### Prompt
In the data, find each line where the word "name" appears and list that line.

### Source material

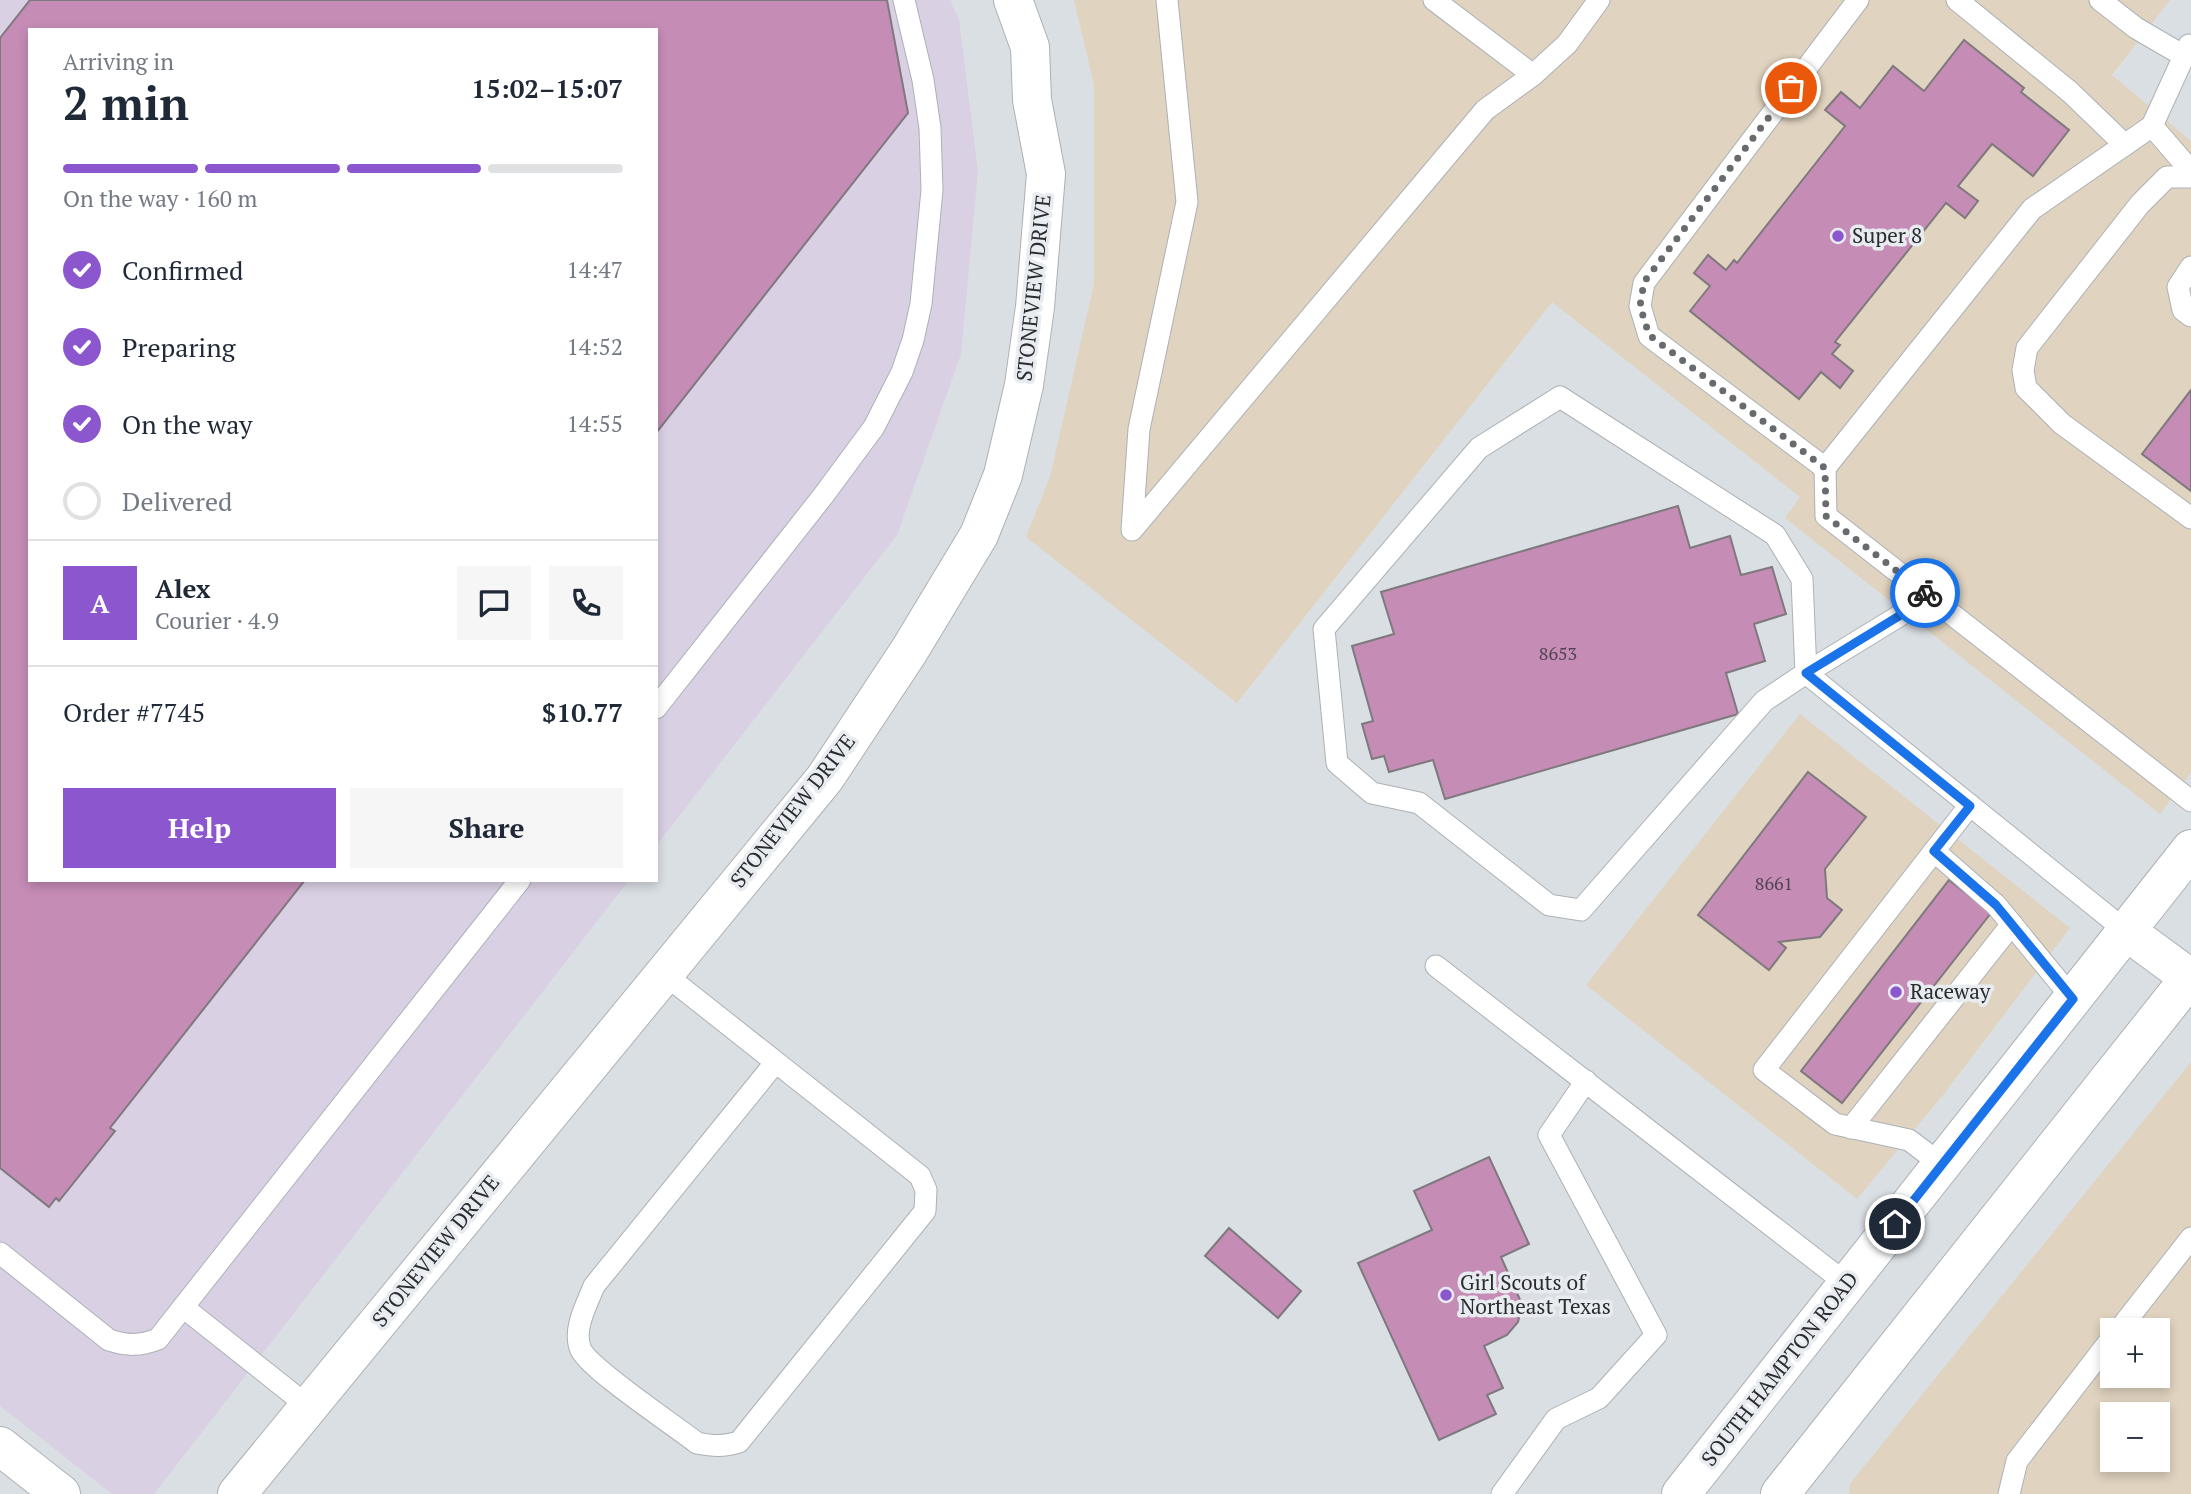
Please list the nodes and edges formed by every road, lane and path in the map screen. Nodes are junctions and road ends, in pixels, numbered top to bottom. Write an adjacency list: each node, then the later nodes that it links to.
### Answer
1 (904, 0): 21 (lane)
2 (1013, 0): 30 (street, STONEVIEW DRIVE)
3 (1167, 0): 10 (lane)
4 (1434, 0): 10 (lane)
5 (1599, 0): 10 (lane)
6 (1858, 0): 17 (lane)
7 (1957, 0): 12 (lane)
8 (2101, 0): 9 (lane)
9 (2189, 47): 11 (lane)
10 (1533, 75)
11 (2152, 126): 12 (lane); 13 (lane)
12 (2125, 145): 17 (lane)
13 (2191, 171)
14 (2191, 177): 18 (lane)
15 (2191, 267): 16 (lane)
16 (2191, 316)
17 (1825, 468): 19 (lane)
18 (2191, 518)
19 (1930, 597): 20 (lane); 22 (lane)
20 (1806, 673): 20 (lane); 23 (lane)
21 (658, 705)
22 (2191, 801)
23 (1970, 806): 25 (lane); 28 (lane)
24 (2191, 849): 28 (street, SOUTH HAMPTON ROAD)
25 (1934, 851): 27 (lane); 35 (lane)
26 (518, 882): 40 (lane)
27 (2012, 924): 32 (lane); 35 (lane)
28 (2126, 931): 31 (street); 32 (street, SOUTH HAMPTON ROAD)
29 (1436, 966): 34 (lane)
30 (663, 973): 33 (lane); 43 (street, STONEVIEW DRIVE)
31 (2191, 977): 49 (street)
32 (2073, 999): 36 (street, SOUTH HAMPTON ROAD)
33 (775, 1063): 33 (lane)
34 (1586, 1081): 39 (lane); 47 (lane)
35 (1851, 1128): 36 (lane)
36 (1942, 1165): 39 (street, SOUTH HAMPTON ROAD)
37 (2191, 1238): 41 (lane)
38 (0, 1253): 40 (lane)
39 (1847, 1284): 48 (street, SOUTH HAMPTON ROAD)
40 (183, 1307): 43 (lane)
41 (2128, 1318)
42 (2100, 1354): 50 (lane)
43 (309, 1407): 46 (street, STONEVIEW DRIVE)
44 (0, 1446): 45 (street)
45 (61, 1494)
46 (237, 1494)
47 (1502, 1494)
48 (1681, 1494)
49 (1780, 1494)
50 (2009, 1494)

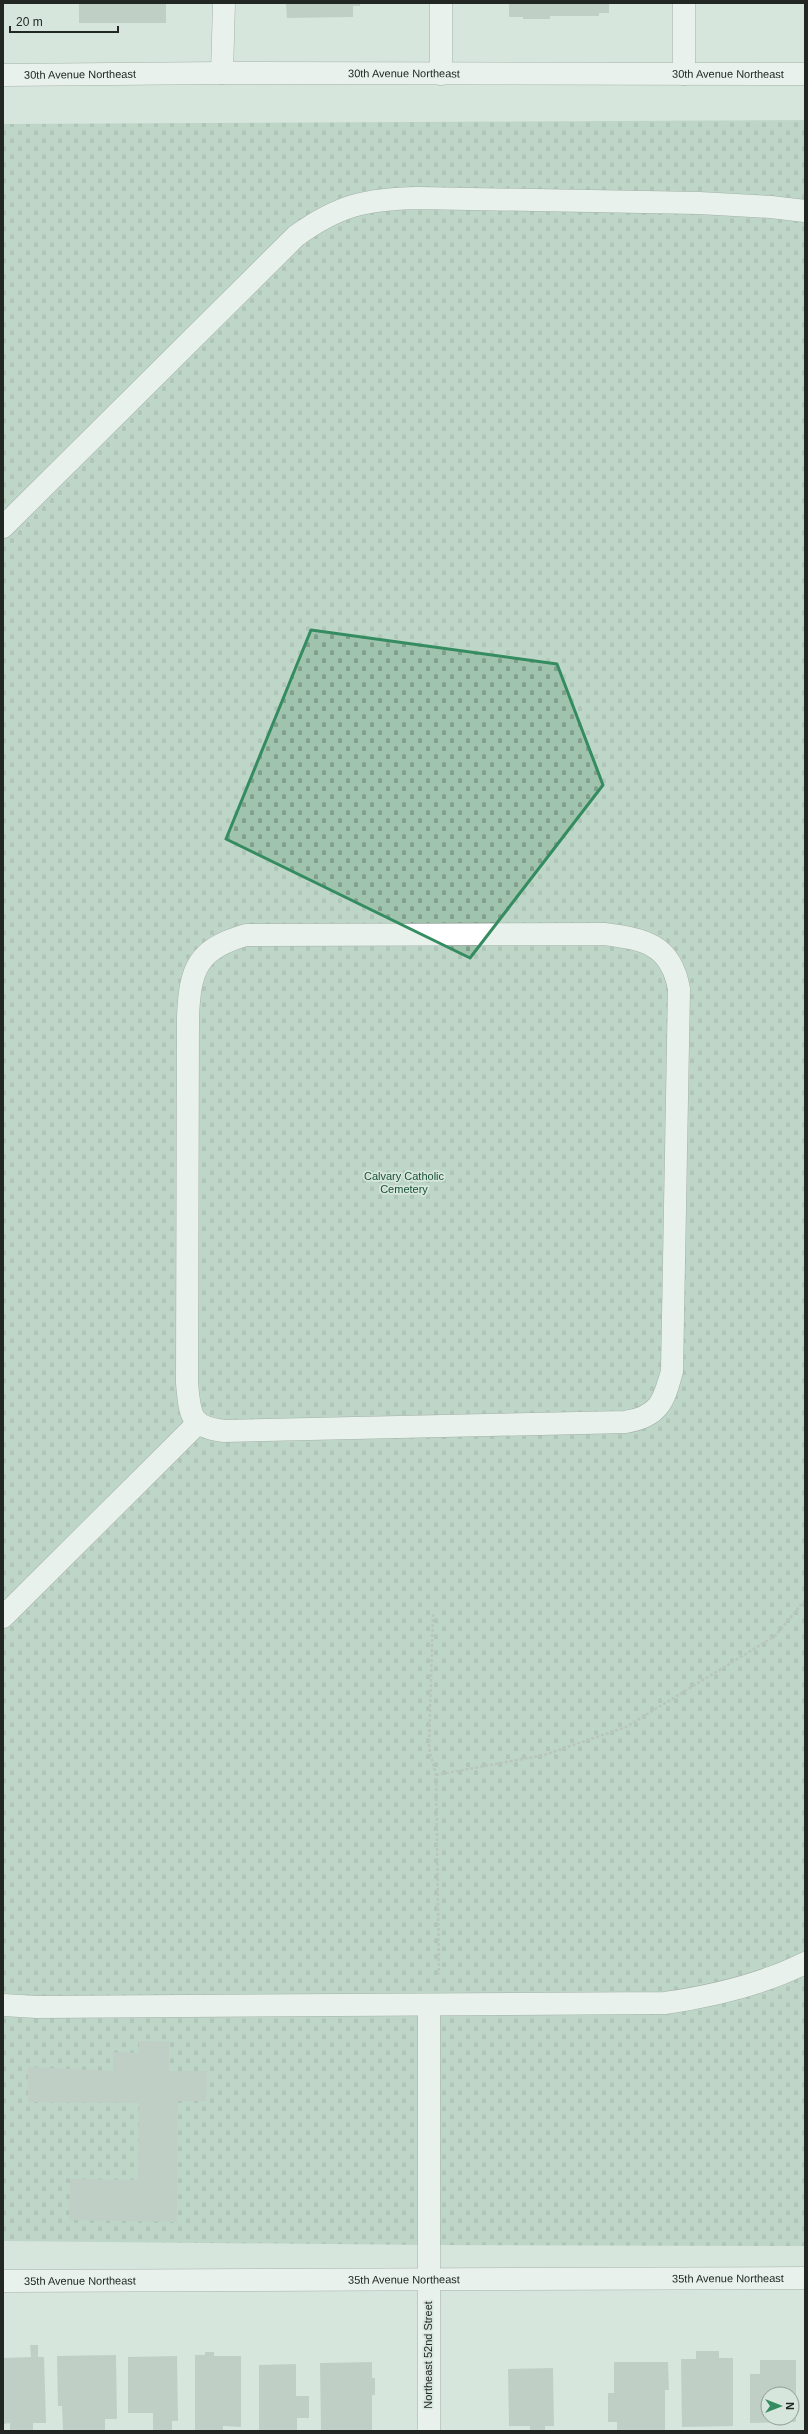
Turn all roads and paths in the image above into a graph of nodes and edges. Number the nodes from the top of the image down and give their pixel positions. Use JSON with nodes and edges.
{"nodes":[{"id":1,"x":224,"y":3,"type":"edge"},
{"id":2,"x":441,"y":3,"type":"edge"},
{"id":3,"x":684,"y":3,"type":"edge"},
{"id":4,"x":222,"y":73,"type":"junction"},
{"id":5,"x":441,"y":74,"type":"junction"},
{"id":6,"x":684,"y":74,"type":"junction"},
{"id":7,"x":805,"y":74,"type":"edge"},
{"id":8,"x":3,"y":75,"type":"edge"},
{"id":9,"x":805,"y":211,"type":"edge"},
{"id":10,"x":3,"y":526,"type":"edge"},
{"id":11,"x":197,"y":1424,"type":"junction"},
{"id":12,"x":805,"y":1600,"type":"edge"},
{"id":13,"x":433,"y":1614,"type":"dead end"},
{"id":14,"x":3,"y":1617,"type":"edge"},
{"id":15,"x":436,"y":1775,"type":"junction"},
{"id":16,"x":805,"y":1963,"type":"edge"},
{"id":17,"x":3,"y":2005,"type":"edge"},
{"id":18,"x":434,"y":2006,"type":"junction"},
{"id":19,"x":805,"y":2278,"type":"edge"},
{"id":20,"x":428,"y":2279,"type":"junction"},
{"id":21,"x":3,"y":2281,"type":"edge"},
{"id":22,"x":428,"y":2431,"type":"edge"}],
"edges":[{"from":1,"to":4,"type":"street"},
{"from":2,"to":5,"type":"street"},
{"from":3,"to":6,"type":"street"},
{"from":4,"to":5,"type":"street","name":"30th Avenue Northeast"},
{"from":4,"to":8,"type":"street","name":"30th Avenue Northeast"},
{"from":5,"to":6,"type":"street","name":"30th Avenue Northeast"},
{"from":6,"to":7,"type":"street","name":"30th Avenue Northeast"},
{"from":9,"to":10,"type":"street"},
{"from":11,"to":11,"type":"street"},
{"from":11,"to":14,"type":"street"},
{"from":12,"to":15,"type":"path"},
{"from":13,"to":15,"type":"path"},
{"from":15,"to":18,"type":"path"},
{"from":16,"to":18,"type":"street"},
{"from":17,"to":18,"type":"street"},
{"from":18,"to":20,"type":"street","name":"Northeast 52nd Street"},
{"from":19,"to":20,"type":"street","name":"35th Avenue Northeast"},
{"from":20,"to":21,"type":"street","name":"35th Avenue Northeast"},
{"from":20,"to":22,"type":"street","name":"Northeast 52nd Street"}]}
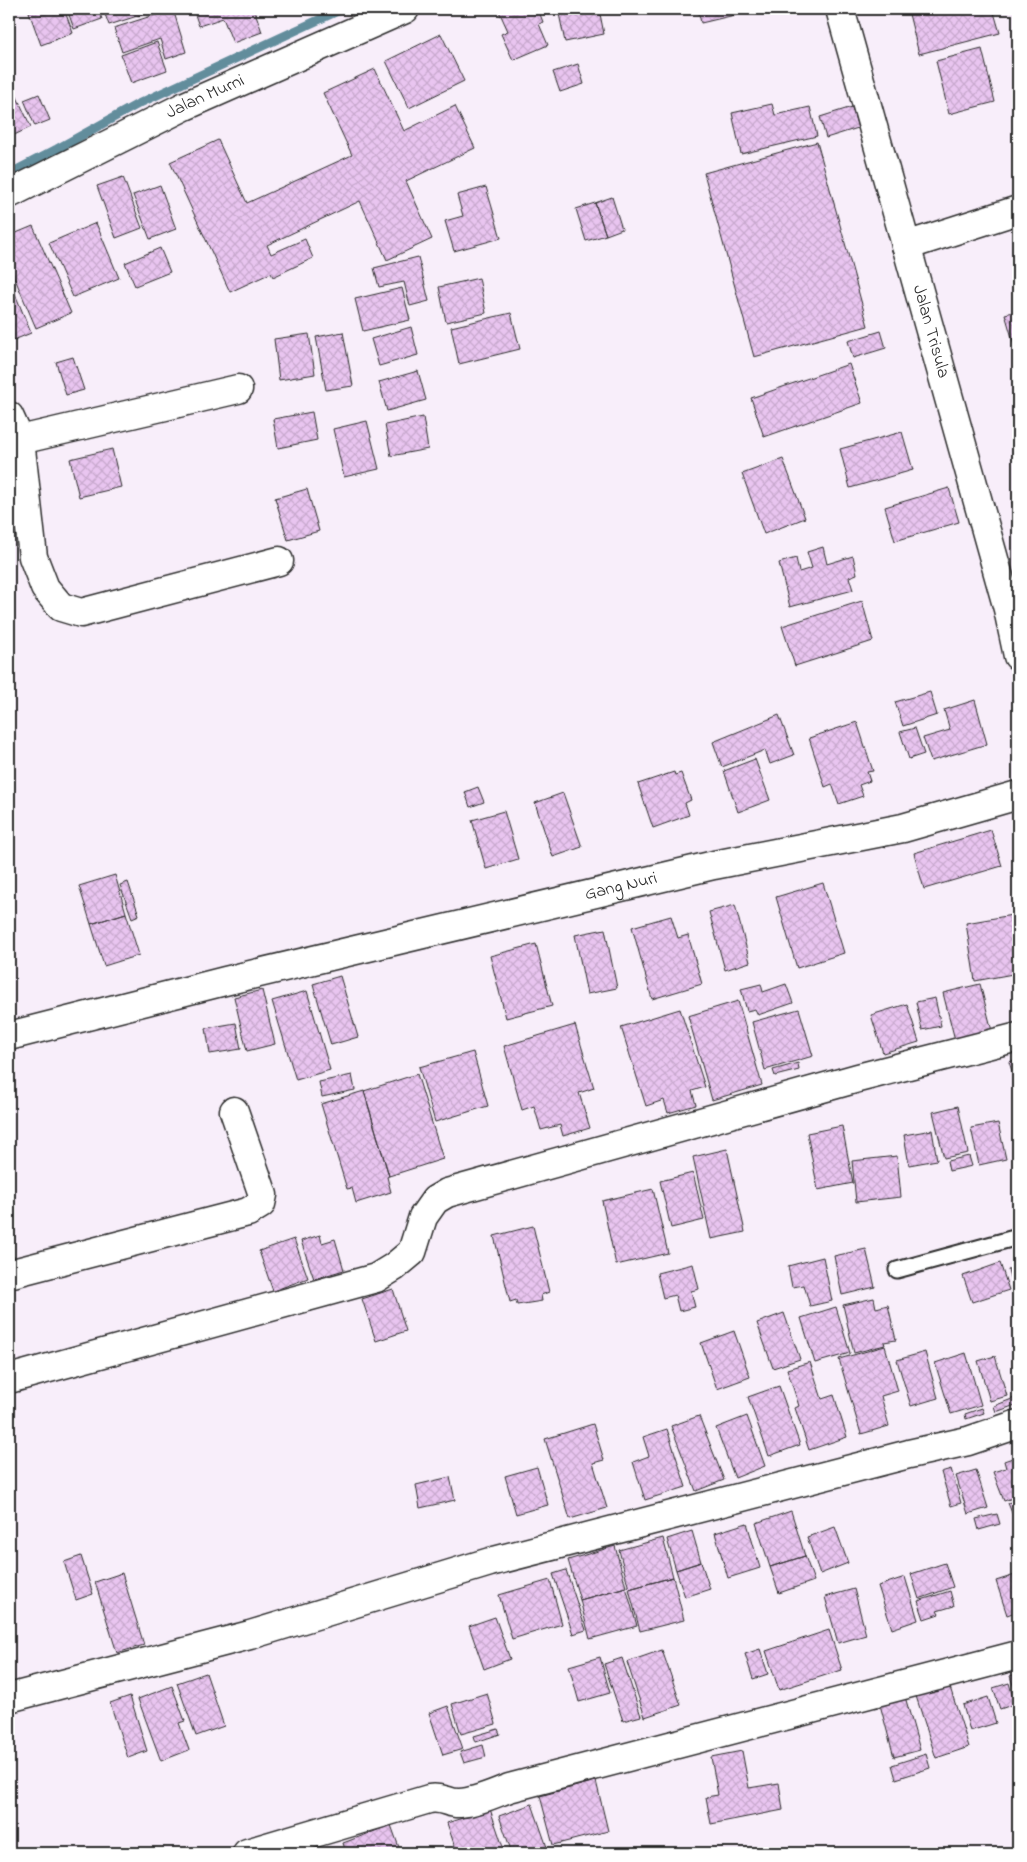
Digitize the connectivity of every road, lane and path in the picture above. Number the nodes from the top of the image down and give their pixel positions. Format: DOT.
graph roads {
  1 [pos="405,9"];
  2 [pos="840,9"];
  3 [pos="9,194"];
  4 [pos="1018,210"];
  5 [pos="906,246"];
  6 [pos="238,389"];
  7 [pos="9,416"];
  8 [pos="20,440"];
  9 [pos="279,561"];
  10 [pos="1018,656"];
  11 [pos="1018,795"];
  12 [pos="9,1036"];
  13 [pos="1018,1037"];
  14 [pos="234,1111"];
  15 [pos="1018,1237"];
  16 [pos="897,1270"];
  17 [pos="9,1274"];
  18 [pos="9,1379"];
  19 [pos="1018,1424"];
  20 [pos="1018,1655"];
  21 [pos="9,1698"];
  22 [pos="247,1853"];
  1 -- 3 [label="street, Jalan Murni"];
  2 -- 5 [label="street, Jalan Trisula"];
  4 -- 5 [label="street"];
  5 -- 10 [label="street, Jalan Trisula"];
  6 -- 8 [label="street"];
  7 -- 8 [label="street"];
  8 -- 9 [label="street"];
  11 -- 12 [label="street, Gang Nuri"];
  13 -- 18 [label="street"];
  14 -- 17 [label="street"];
  15 -- 16 [label="lane"];
  19 -- 21 [label="street"];
  20 -- 22 [label="street"];
}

### Solution to this problem
{"from":4,"to":5,"type":"street","name":"30th Avenue Northeast"},
{"from":4,"to":8,"type":"street","name":"30th Avenue Northeast"},
{"from":5,"to":6,"type":"street","name":"30th Avenue Northeast"},
{"from":6,"to":7,"type":"street","name":"30th Avenue Northeast"},
{"from":18,"to":20,"type":"street","name":"Northeast 52nd Street"},
{"from":19,"to":20,"type":"street","name":"35th Avenue Northeast"},
{"from":20,"to":21,"type":"street","name":"35th Avenue Northeast"},
{"from":20,"to":22,"type":"street","name":"Northeast 52nd Street"}]}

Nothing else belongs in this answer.